With no cycling proficiency or behaviour standards in Western Australia, very few cycling proficiency coaches and little awareness of cyclists in the driving theoretical and practical tests, we developed a series of Best Practice Guides for Cycling. Through these guides, we encourage groups of cyclists of two or more, to ride two-abreast for safety and visibility, and when safe to do so, if traffic is building up, move to single file to allow faster vehicles the view of oncoming conditions before attempting a safe overtake. However, we understand that this is only the first step to influencing cycling and driving behaviours and improving road safety. As such, one of our priorities is to advocate to the state government to introduce cycling proficiency courses for school-aged children to ensure that children are consistently taught the safe operation of a bicycle and road rules.

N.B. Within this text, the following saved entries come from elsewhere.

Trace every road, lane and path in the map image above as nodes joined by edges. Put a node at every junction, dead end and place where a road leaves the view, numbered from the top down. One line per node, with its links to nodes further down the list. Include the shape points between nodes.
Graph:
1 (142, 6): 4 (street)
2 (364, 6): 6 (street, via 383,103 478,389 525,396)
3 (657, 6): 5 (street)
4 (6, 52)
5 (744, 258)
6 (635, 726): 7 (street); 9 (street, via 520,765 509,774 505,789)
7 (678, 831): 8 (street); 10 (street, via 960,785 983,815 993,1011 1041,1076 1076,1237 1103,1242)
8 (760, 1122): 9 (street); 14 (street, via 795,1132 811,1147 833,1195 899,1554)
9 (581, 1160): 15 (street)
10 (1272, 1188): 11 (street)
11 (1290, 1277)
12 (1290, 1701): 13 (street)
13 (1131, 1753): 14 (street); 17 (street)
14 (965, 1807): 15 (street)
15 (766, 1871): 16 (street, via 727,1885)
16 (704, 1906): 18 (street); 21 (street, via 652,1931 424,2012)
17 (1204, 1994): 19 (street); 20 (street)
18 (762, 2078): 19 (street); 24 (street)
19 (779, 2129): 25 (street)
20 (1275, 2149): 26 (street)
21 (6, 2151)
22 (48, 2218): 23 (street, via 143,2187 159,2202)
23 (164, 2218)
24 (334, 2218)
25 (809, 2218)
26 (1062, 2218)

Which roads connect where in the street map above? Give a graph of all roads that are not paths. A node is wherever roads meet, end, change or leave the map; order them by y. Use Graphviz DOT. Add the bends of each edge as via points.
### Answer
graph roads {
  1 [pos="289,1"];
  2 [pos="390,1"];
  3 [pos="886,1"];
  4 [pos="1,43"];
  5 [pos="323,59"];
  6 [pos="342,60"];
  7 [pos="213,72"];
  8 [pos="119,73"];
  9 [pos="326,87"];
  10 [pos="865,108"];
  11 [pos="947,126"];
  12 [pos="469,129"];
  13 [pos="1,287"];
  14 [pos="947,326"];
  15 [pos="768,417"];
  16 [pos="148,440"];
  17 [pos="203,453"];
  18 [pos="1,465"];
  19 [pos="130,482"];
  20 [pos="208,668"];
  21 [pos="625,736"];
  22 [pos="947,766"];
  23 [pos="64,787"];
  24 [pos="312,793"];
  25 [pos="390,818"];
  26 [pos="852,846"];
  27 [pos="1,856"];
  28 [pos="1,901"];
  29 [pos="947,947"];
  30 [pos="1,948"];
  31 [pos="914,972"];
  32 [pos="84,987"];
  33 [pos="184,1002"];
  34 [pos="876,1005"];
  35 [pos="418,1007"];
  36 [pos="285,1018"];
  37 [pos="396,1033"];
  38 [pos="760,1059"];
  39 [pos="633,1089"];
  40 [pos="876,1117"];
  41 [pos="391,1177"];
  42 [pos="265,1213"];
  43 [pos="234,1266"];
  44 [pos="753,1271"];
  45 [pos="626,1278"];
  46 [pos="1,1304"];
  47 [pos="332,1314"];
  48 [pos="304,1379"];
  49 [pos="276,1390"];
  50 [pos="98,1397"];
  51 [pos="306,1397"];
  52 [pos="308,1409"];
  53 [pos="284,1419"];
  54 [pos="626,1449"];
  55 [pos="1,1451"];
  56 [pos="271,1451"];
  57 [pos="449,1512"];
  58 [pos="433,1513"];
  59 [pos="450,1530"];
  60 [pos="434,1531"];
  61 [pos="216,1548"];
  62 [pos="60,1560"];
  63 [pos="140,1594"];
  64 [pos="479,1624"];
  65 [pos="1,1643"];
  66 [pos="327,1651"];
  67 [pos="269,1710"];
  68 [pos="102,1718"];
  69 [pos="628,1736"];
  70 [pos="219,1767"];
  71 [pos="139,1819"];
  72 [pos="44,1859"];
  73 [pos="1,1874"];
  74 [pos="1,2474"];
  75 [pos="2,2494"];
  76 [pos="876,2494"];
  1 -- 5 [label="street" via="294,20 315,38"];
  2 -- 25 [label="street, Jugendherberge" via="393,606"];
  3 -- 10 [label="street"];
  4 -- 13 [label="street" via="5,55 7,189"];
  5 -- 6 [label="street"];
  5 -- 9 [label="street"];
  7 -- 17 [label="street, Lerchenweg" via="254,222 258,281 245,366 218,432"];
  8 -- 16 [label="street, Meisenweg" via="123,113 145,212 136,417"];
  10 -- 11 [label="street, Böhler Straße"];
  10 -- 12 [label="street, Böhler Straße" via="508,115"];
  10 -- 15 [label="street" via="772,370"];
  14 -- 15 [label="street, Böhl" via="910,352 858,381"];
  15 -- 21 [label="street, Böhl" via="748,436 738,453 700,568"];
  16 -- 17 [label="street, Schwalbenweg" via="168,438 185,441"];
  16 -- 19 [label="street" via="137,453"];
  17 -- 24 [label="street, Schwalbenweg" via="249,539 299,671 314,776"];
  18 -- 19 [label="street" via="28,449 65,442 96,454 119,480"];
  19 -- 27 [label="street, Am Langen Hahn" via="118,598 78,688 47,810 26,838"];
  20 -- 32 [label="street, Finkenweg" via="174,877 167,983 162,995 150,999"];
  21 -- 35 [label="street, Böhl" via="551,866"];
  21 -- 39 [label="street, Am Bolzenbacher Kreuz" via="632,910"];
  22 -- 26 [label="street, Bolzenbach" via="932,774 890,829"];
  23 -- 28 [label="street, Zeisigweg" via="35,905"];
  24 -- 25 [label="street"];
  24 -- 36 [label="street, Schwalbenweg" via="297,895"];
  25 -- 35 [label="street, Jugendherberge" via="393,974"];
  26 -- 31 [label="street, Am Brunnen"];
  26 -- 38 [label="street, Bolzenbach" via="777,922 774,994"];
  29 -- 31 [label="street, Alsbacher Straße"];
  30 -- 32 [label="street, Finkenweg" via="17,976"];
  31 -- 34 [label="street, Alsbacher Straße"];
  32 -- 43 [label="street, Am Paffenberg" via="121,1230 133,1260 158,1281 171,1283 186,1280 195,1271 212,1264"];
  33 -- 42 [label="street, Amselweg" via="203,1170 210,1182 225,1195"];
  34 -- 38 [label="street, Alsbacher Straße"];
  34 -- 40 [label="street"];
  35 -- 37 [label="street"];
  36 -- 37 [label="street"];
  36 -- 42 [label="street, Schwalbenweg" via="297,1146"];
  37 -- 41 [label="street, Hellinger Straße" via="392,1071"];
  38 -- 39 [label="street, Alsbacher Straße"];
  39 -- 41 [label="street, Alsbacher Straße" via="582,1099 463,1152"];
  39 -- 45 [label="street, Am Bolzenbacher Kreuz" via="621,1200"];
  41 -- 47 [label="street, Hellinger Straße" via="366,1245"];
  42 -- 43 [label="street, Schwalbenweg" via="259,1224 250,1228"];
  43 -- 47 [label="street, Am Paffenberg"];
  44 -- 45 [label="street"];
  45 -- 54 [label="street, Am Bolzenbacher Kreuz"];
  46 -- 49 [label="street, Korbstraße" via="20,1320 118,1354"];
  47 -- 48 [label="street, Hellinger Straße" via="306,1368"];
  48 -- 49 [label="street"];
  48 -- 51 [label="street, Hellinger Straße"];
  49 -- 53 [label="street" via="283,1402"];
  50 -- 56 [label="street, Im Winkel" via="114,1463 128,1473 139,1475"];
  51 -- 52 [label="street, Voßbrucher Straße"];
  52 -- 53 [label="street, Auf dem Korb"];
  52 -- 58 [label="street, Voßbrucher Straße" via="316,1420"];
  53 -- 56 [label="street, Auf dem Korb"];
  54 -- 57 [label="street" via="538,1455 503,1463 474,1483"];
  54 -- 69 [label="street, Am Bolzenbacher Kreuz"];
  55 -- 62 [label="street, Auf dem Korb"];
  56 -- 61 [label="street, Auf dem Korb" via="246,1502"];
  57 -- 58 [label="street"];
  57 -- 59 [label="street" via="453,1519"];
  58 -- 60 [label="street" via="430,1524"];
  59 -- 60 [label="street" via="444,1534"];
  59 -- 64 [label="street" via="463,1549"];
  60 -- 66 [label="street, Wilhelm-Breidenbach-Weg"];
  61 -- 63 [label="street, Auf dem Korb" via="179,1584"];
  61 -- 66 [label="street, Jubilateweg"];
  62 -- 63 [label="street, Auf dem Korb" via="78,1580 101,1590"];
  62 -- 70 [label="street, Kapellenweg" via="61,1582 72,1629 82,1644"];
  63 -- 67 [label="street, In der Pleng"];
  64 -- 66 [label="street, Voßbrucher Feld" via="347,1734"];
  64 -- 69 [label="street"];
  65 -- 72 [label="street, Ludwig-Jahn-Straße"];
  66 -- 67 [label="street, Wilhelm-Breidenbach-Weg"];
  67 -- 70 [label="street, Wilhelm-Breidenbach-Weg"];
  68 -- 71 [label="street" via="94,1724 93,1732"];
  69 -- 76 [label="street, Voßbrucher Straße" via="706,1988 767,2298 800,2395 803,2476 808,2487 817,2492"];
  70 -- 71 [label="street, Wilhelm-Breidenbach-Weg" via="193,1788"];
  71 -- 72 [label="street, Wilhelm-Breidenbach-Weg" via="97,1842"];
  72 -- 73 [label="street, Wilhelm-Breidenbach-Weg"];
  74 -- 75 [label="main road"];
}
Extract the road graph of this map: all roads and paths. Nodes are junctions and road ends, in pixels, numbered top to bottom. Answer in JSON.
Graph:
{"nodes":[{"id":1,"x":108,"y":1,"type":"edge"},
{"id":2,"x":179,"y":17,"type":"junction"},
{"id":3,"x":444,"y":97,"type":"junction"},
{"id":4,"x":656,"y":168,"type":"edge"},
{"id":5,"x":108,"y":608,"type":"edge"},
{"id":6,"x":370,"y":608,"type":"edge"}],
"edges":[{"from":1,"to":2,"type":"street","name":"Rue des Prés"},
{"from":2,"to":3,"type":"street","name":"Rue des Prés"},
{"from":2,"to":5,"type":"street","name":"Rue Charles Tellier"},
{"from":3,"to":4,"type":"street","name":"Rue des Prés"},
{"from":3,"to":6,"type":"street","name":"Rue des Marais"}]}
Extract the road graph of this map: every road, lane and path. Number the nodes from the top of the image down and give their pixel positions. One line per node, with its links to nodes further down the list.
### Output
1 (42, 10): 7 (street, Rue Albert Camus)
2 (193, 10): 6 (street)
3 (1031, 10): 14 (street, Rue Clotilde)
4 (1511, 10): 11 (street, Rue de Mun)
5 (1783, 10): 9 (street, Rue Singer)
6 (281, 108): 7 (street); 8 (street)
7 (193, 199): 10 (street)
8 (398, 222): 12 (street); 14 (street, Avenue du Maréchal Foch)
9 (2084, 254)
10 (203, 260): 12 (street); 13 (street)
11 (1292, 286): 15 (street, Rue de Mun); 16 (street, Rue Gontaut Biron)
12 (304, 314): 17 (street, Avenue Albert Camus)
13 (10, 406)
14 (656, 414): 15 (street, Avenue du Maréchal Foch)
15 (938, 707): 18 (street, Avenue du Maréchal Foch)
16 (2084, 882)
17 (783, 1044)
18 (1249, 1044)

We would also like to see an increase in the awareness of rules and behaviours that impact cyclists in the driving theoretical and practical tests.
As safety is one of the major reasons why Western Australians don’t ride a bike more often, introducing initiatives that improve the safety on our roads will reap the benefits of reducing congestion on our roads, decrease the demand for parking at activity centre, reduce the cost of maintaining local roads, decrease carbon emissions and pollution and most of all, assist in reversing the health impacts of physical inactivity that is currently plaguing both Australian adults and children.
Lastly, I would like to respectfully request that you not continue this haphazard approach of advocating for road safety improvements. The only outcome that is achieved by promoting these messages without providing your constituents with the sufficient detail, only continues to fuel the aggression and angst between motorists, pedestrians and people who ride bikes.